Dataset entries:
┄┄┄┄┄┄

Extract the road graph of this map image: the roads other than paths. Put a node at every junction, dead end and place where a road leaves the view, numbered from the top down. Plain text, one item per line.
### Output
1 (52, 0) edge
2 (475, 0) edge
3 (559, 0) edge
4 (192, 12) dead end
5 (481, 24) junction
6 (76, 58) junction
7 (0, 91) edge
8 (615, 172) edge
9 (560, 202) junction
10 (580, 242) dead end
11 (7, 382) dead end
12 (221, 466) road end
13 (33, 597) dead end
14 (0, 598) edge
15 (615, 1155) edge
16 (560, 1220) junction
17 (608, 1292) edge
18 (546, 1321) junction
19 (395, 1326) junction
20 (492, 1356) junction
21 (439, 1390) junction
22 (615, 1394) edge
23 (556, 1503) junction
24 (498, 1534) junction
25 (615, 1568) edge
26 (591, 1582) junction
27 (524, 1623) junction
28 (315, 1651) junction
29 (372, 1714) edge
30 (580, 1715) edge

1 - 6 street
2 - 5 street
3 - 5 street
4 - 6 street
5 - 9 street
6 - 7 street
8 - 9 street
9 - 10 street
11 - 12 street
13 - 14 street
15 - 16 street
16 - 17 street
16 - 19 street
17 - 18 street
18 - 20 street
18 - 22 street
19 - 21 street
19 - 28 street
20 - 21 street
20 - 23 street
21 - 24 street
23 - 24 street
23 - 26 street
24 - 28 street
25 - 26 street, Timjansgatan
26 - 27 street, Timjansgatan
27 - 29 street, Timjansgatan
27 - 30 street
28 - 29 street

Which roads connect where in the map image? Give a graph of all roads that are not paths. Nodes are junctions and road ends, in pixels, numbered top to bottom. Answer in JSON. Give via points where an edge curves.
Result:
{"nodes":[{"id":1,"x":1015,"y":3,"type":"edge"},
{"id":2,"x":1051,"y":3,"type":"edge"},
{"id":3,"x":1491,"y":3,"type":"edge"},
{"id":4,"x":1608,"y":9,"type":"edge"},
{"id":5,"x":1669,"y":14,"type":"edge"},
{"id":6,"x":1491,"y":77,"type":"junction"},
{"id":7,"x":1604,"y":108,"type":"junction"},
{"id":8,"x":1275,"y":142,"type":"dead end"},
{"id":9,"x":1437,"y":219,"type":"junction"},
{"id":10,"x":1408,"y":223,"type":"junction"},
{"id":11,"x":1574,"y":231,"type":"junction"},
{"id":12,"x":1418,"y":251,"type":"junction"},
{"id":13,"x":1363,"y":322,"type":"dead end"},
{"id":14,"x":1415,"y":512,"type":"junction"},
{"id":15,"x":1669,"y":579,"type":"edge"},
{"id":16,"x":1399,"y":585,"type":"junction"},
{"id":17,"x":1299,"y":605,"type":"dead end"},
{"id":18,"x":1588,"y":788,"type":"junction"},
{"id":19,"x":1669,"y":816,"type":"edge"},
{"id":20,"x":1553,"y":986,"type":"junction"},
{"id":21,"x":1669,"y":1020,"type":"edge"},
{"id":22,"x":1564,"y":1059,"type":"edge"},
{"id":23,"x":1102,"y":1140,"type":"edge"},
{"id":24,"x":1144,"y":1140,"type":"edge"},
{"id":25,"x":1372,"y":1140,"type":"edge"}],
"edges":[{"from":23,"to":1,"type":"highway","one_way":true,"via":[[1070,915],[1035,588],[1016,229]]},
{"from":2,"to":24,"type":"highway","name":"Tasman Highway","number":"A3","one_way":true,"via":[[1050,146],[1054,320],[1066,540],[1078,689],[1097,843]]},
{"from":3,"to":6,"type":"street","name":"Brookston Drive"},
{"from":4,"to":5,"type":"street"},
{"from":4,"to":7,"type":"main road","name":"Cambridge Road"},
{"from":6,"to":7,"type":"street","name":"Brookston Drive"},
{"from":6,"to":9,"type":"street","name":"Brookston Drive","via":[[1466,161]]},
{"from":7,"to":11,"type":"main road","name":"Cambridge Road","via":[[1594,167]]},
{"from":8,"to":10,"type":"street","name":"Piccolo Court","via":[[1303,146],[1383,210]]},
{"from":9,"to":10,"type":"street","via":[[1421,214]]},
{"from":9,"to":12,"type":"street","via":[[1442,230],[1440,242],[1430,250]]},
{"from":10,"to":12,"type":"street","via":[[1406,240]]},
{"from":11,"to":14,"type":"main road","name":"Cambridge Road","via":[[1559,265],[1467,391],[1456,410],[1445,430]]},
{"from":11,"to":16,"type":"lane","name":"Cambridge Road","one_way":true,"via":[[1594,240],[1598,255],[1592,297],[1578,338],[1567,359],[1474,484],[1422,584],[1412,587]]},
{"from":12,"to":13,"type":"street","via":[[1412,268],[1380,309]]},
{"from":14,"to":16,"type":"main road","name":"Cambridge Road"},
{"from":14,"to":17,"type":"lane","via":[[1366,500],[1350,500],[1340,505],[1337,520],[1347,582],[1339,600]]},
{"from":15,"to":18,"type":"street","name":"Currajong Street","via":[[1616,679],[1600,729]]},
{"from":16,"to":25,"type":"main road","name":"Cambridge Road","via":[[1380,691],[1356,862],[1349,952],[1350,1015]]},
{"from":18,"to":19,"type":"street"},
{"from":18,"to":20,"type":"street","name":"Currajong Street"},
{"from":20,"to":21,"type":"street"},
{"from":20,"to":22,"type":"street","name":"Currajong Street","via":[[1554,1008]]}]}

┄┄┄┄┄┄

*Task details*: The answer must be every line of the records that contains the word "graph".

*Result for this exercise*:
Extract the road graph of this map image: the roads other than paths. Put a node at every junction, dead end and place where a road leaves the view, numbered from the top down. Plain text, one item per line.
Which roads connect where in the map image? Give a graph of all roads that are not paths. Nodes are junctions and road ends, in pixels, numbered top to bottom. Answer in JSON. Give via points where an edge curves.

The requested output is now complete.